Heterogeneous Supervision for Relation Extraction: A Representation Learning Approach
This addresses the annotation bottleneck for researchers and practitioners in information extraction, though it is incremental as it builds on existing representation learning approaches.
The paper tackles the problem of costly human annotations in relation extraction by proposing REHession, a framework that uses heterogeneous supervision from sources like knowledge bases and heuristics, and it demonstrates superiority over state-of-the-art methods in experiments.
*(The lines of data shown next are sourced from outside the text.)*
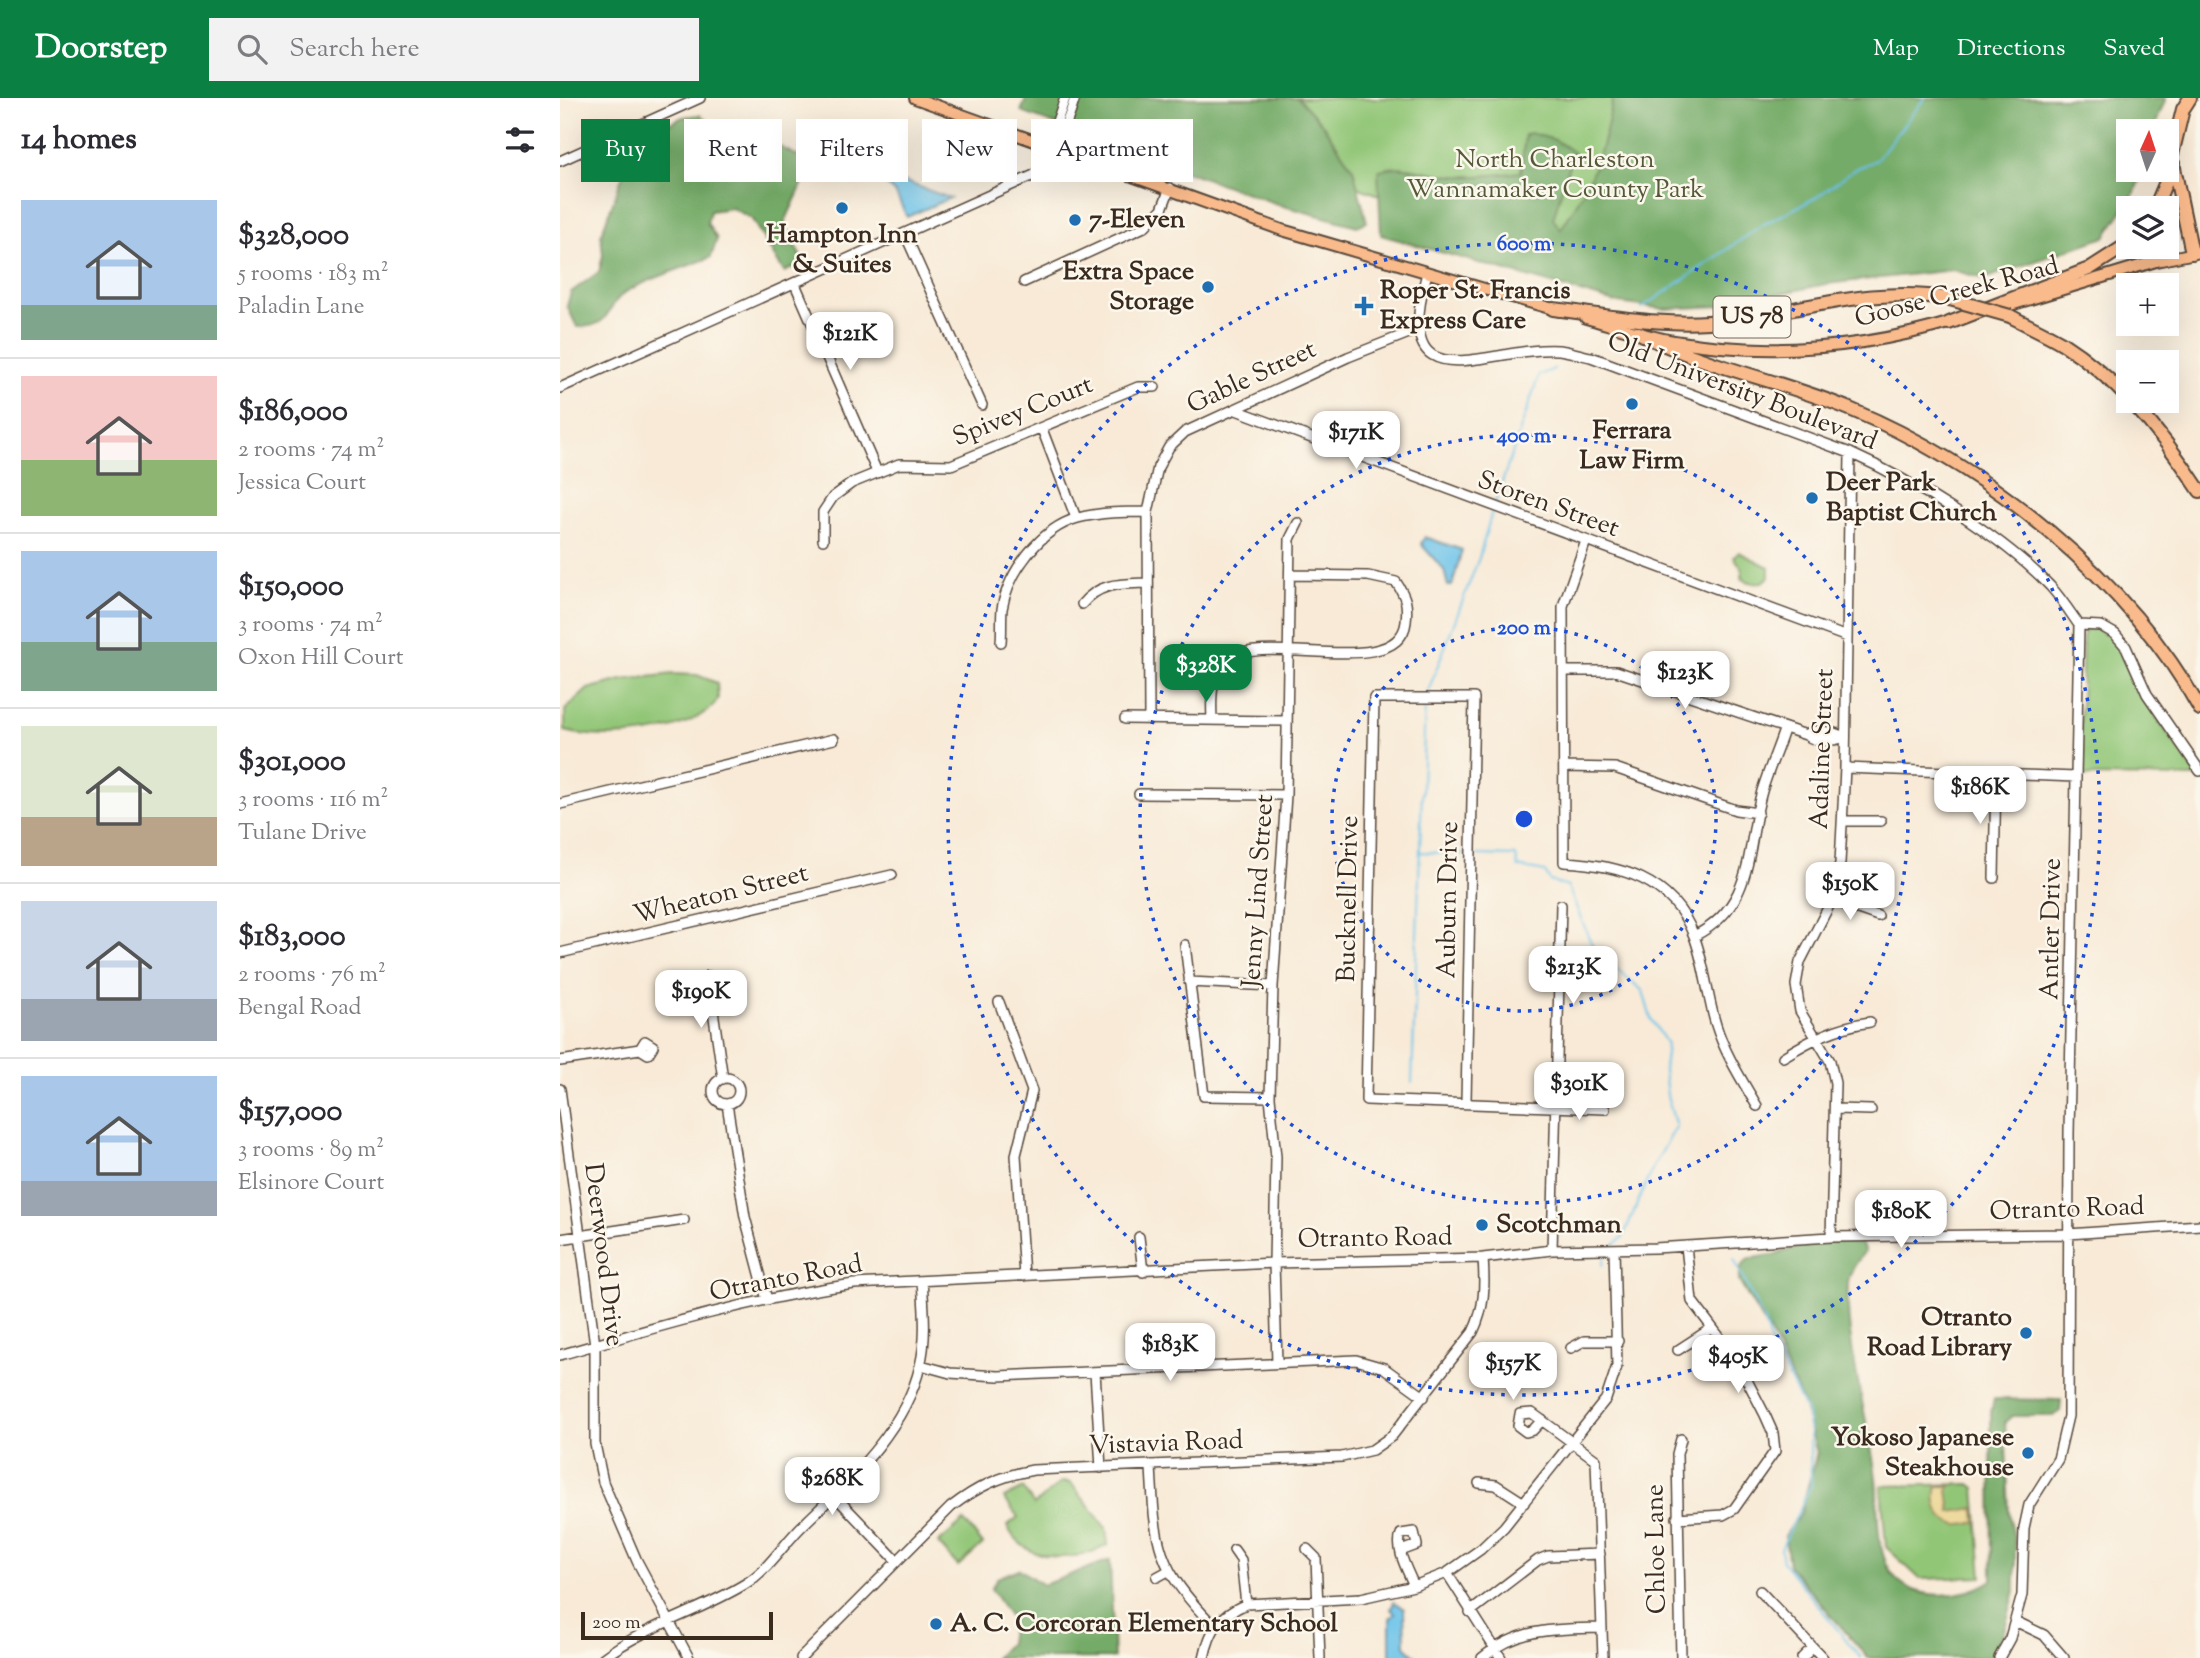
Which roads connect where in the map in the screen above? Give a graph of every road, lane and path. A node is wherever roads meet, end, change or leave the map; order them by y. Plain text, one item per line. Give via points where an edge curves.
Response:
1 (700, 98) edge
2 (915, 98) edge
3 (1065, 98) edge
4 (1075, 98) edge
5 (2190, 98) edge
6 (1058, 119) edge
7 (1069, 119) edge
8 (2179, 125) edge
9 (1031, 140) edge
10 (560, 161) edge
11 (1031, 176) edge
12 (2179, 181) edge
13 (1152, 182) edge
14 (1170, 188) junction
15 (905, 234) junction
16 (2116, 252) edge
17 (2196, 252) edge
18 (1427, 273) junction
19 (1024, 282) dead end
20 (795, 284) junction
21 (1553, 309) junction
22 (1949, 323) junction
23 (1419, 329) junction
24 (1639, 334) junction
25 (1155, 387) dead end
26 (560, 388) edge
27 (982, 405) dead end
28 (1236, 410) junction
29 (1042, 429) junction
30 (1850, 453) junction
31 (877, 472) junction
32 (2200, 491) edge
33 (1148, 512) junction
34 (1076, 518) junction
35 (1298, 523) dead end
36 (823, 540) dead end
37 (1586, 541) junction
38 (1290, 575) junction
39 (1148, 583) junction
40 (1082, 604) dead end
41 (2079, 625) junction
42 (1847, 637) junction
43 (1001, 642) dead end
44 (1288, 650) junction
45 (1564, 671) junction
46 (1474, 698) joint
47 (2200, 709) edge
48 (1125, 719) dead end
49 (1149, 719) junction
50 (1212, 719) junction
51 (1287, 721) junction
52 (1784, 730) junction
53 (1845, 737) junction
54 (834, 739) dead end
55 (1564, 767) junction
56 (1845, 768) junction
57 (2200, 771) edge
58 (1996, 774) junction
59 (2076, 777) junction
60 (1139, 794) dead end
61 (1286, 795) junction
62 (560, 804) edge
63 (1758, 813) junction
64 (1843, 821) junction
65 (1881, 821) dead end
66 (892, 875) dead end
67 (1994, 878) dead end
68 (1832, 900) junction
69 (1561, 905) dead end
70 (1878, 916) dead end
71 (1694, 936) junction
72 (1185, 946) dead end
73 (560, 953) edge
74 (708, 976) dead end
75 (1189, 982) junction
76 (1273, 986) junction
77 (999, 1002) dead end
78 (1870, 1022) dead end
79 (1816, 1036) junction
80 (640, 1049) dead end
81 (1783, 1057) dead end
82 (560, 1061) edge
83 (723, 1079) junction
84 (560, 1089) edge
85 (1270, 1097) junction
86 (1466, 1102) junction
87 (727, 1104) junction
88 (1556, 1106) junction
89 (1757, 1107) dead end
90 (1605, 1109) dead end
91 (1836, 1109) junction
92 (1871, 1110) dead end
93 (684, 1220) dead end
94 (2200, 1225) edge
95 (2068, 1234) junction
96 (1139, 1237) dead end
97 (1831, 1237) junction
98 (582, 1238) junction
99 (560, 1239) edge
100 (1686, 1246) junction
101 (1614, 1249) junction
102 (1552, 1250) junction
103 (1483, 1258) junction
104 (1274, 1263) junction
105 (1143, 1272) junction
106 (1024, 1276) junction
107 (922, 1281) junction
108 (767, 1300) junction
109 (1712, 1328) junction
110 (1618, 1341) junction
111 (595, 1345) junction
112 (1572, 1348) dead end
113 (1678, 1350) dead end
114 (560, 1355) edge
115 (1277, 1363) junction
116 (921, 1365) junction
117 (1095, 1372) junction
118 (1424, 1397) junction
119 (1542, 1420) dead end
120 (1681, 1439) dead end
121 (1573, 1442) junction
122 (1151, 1466) junction
123 (1101, 1468) junction
124 (1479, 1483) dead end
125 (834, 1495) junction
126 (1524, 1503) junction
127 (1677, 1518) junction
128 (1307, 1549) dead end
129 (1234, 1550) dead end
130 (1401, 1551) dead end
131 (1600, 1554) junction
132 (897, 1562) junction
133 (1168, 1571) junction
134 (1447, 1573) junction
135 (1157, 1577) dead end
136 (1414, 1586) junction
137 (1760, 1591) dead end
138 (1319, 1599) junction
139 (1247, 1604) junction
140 (1470, 1612) junction
141 (670, 1619) junction
142 (2015, 1622) junction
143 (1214, 1626) junction
144 (1602, 1628) junction
145 (1812, 1648) junction
146 (1499, 1654) edge
147 (603, 1658) edge
148 (689, 1658) edge
149 (801, 1658) edge
150 (1204, 1658) edge
151 (1320, 1658) edge
152 (1482, 1658) edge
153 (1603, 1658) edge
154 (1681, 1658) edge
155 (1802, 1658) edge
156 (1823, 1658) edge
157 (1999, 1658) edge
158 (2064, 1658) edge

1 - 10 street
2 - 9 main road, US 78
3 - 6 street
4 - 7 street
5 - 8 highway
11 - 15 street
12 - 17 highway
13 - 14 main road, US 78
14 - 18 main road, US 78 via 1282,230
14 - 19 street via 1161,209 1144,227
15 - 20 street
15 - 27 street
16 - 22 highway via 2089,269
17 - 22 main road, Goose Creek Road
18 - 21 main road, US 78
18 - 23 street via 1419,300
20 - 26 street
20 - 31 street
21 - 24 main road, US 78
21 - 32 highway, US 78, bridge via 1698,323 1849,298 1950,299 2010,316 2063,344 2112,384 2150,424
22 - 24 main road, Goose Creek Road via 1894,338 1780,350 1713,346
23 - 28 street, Gable Street
23 - 30 street, Old University Boulevard via 1433,355 1450,362 1560,350 1602,361
24 - 47 highway, US 78 via 1678,353 1853,410 1958,464 2083,562 2140,624
25 - 29 street, Spivey Court via 1138,387
28 - 33 street, Gable Street via 1185,432 1169,447 1158,467
28 - 37 street, Storen Street
29 - 31 street, Spivey Court via 951,465 899,464
29 - 34 street
30 - 41 street, Old University Boulevard via 1890,470 2012,554 2050,586
30 - 42 street, Adaline Street
31 - 36 street, Spivey Court via 832,497 823,512
33 - 34 street
33 - 39 street, Gable Street
34 - 43 street via 1036,545 1012,578 1002,608
35 - 38 street, Jenny Lind Street via 1290,539
37 - 42 street, Storen Street
37 - 45 street via 1563,606
38 - 44 street, Jenny Lind Street
38 - 44 street via 1368,576 1396,582 1409,602 1405,630 1393,645 1368,653
39 - 40 street via 1104,586 1092,591
39 - 49 street, Gable Street
41 - 57 street via 2101,626 2121,640 2147,695
41 - 59 street, Antler Drive
42 - 53 street, Adaline Street
44 - 50 street via 1243,653 1227,660 1216,677
44 - 51 street, Jenny Lind Street
45 - 52 street via 1616,671
45 - 55 street
46 - 86 street, Auburn Drive
46 - 86 street, Bucknell Drive via 1374,698 1366,1100
48 - 49 street
49 - 50 street
50 - 51 street
51 - 61 street, Jenny Lind Street
52 - 53 street via 1823,740
52 - 63 street
53 - 56 street, Adaline Street
54 - 62 street
55 - 63 street via 1615,768 1735,810
55 - 71 street via 1564,862 1624,869 1647,880 1669,897
56 - 58 street
56 - 64 street, Adaline Street
58 - 59 street
58 - 67 street
59 - 95 street, Antler Drive
60 - 61 street
61 - 76 street, Jenny Lind Street
63 - 71 street via 1748,870 1724,915
64 - 65 street
64 - 68 street, Adaline Street
66 - 73 street, Wheaton Street
68 - 70 street
68 - 79 street, Adaline Street via 1800,962 1796,985 1800,1011
69 - 88 street
71 - 89 street via 1724,1050
72 - 75 street
74 - 83 street
75 - 76 street
75 - 85 street via 1204,1096
76 - 85 street, Jenny Lind Street
77 - 106 street via 1032,1091 1016,1155
78 - 79 street
79 - 81 street
79 - 91 street, Adaline Street via 1830,1061
80 - 82 street
83 - 87 street via 713,1091 719,1102
83 - 87 street via 735,1082 739,1089 735,1101
84 - 98 street, Deerwood Drive
85 - 104 street, Jenny Lind Street via 1276,1157
86 - 88 street
87 - 108 street via 746,1217
88 - 90 street
88 - 102 street
91 - 92 street
91 - 97 street, Adaline Street
93 - 98 street
94 - 95 street, Otranto Road
95 - 97 street, Otranto Road
95 - 142 street, Antler Drive via 2068,1419 2058,1457 2037,1489 2025,1522 2022,1595
96 - 105 street
97 - 100 street, Otranto Road
98 - 99 street
98 - 111 street, Deerwood Drive
100 - 101 street, Otranto Road
100 - 109 street via 1692,1301
101 - 102 street, Otranto Road
101 - 110 street
102 - 103 street, Otranto Road
103 - 104 street, Otranto Road
103 - 118 street, Vistavia Road via 1482,1314
104 - 105 street, Otranto Road
104 - 115 street, Jenny Lind Street
105 - 106 street, Otranto Road
106 - 107 street, Otranto Road
107 - 108 street, Otranto Road via 854,1284
107 - 116 street
108 - 111 street, Otranto Road
109 - 113 street
109 - 127 street via 1736,1359 1765,1415 1775,1451 1734,1508 1723,1515
110 - 112 street via 1584,1341
110 - 121 street via 1617,1366 1606,1399
111 - 114 street, Otranto Road
111 - 141 street, Deerwood Drive via 595,1444 603,1482 637,1561
115 - 117 street
115 - 118 street via 1372,1363
116 - 117 street via 972,1376
116 - 125 street via 911,1395 885,1438
117 - 123 street
118 - 122 street, Vistavia Road via 1392,1436 1371,1450 1342,1458
119 - 121 street
120 - 127 street, Chloe Lane via 1676,1454
121 - 126 street
121 - 131 street via 1596,1460
122 - 123 street, Vistavia Road
122 - 133 street via 1157,1542
123 - 132 street, Vistavia Road via 1001,1476 951,1507
124 - 126 street via 1496,1485
125 - 132 street
125 - 141 street via 746,1584
126 - 134 street via 1481,1549
127 - 154 street, Chloe Lane
128 - 138 street via 1316,1558
129 - 139 street via 1241,1560
130 - 136 street
131 - 140 street via 1538,1560
131 - 144 street
132 - 149 street, Vistavia Road
133 - 135 street
133 - 143 street
134 - 136 street
134 - 140 street
136 - 138 street via 1361,1598
137 - 145 street
138 - 139 street
138 - 151 street
139 - 143 street via 1229,1611
140 - 146 street
141 - 147 street via 631,1637
141 - 148 street, Deerwood Drive
142 - 157 street, Antler Drive
142 - 158 street via 2044,1635
143 - 150 street
144 - 146 street via 1537,1630 1519,1635
144 - 153 street
145 - 155 street
145 - 156 street
146 - 152 street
Relation extraction is a fundamental task in information extraction. Most existing methods have heavy reliance on annotations labeled by human experts, which are costly and time-consuming. To overcome this drawback, we propose a novel framework, REHession, to conduct relation extractor learning using annotations from heterogeneous information source, e.g., knowledge base and domain heuristics. These annotations, referred as heterogeneous supervision, often conflict with each other, which brings a new challenge to the original relation extraction task: how to infer the true label from noisy labels for a given instance. Identifying context information as the backbone of both relation extraction and true label discovery, we adopt embedding techniques to learn the distributed representations of context, which bridges all components with mutual enhancement in an iterative fashion. Extensive experimental results demonstrate the superiority of REHession over the state-of-the-art.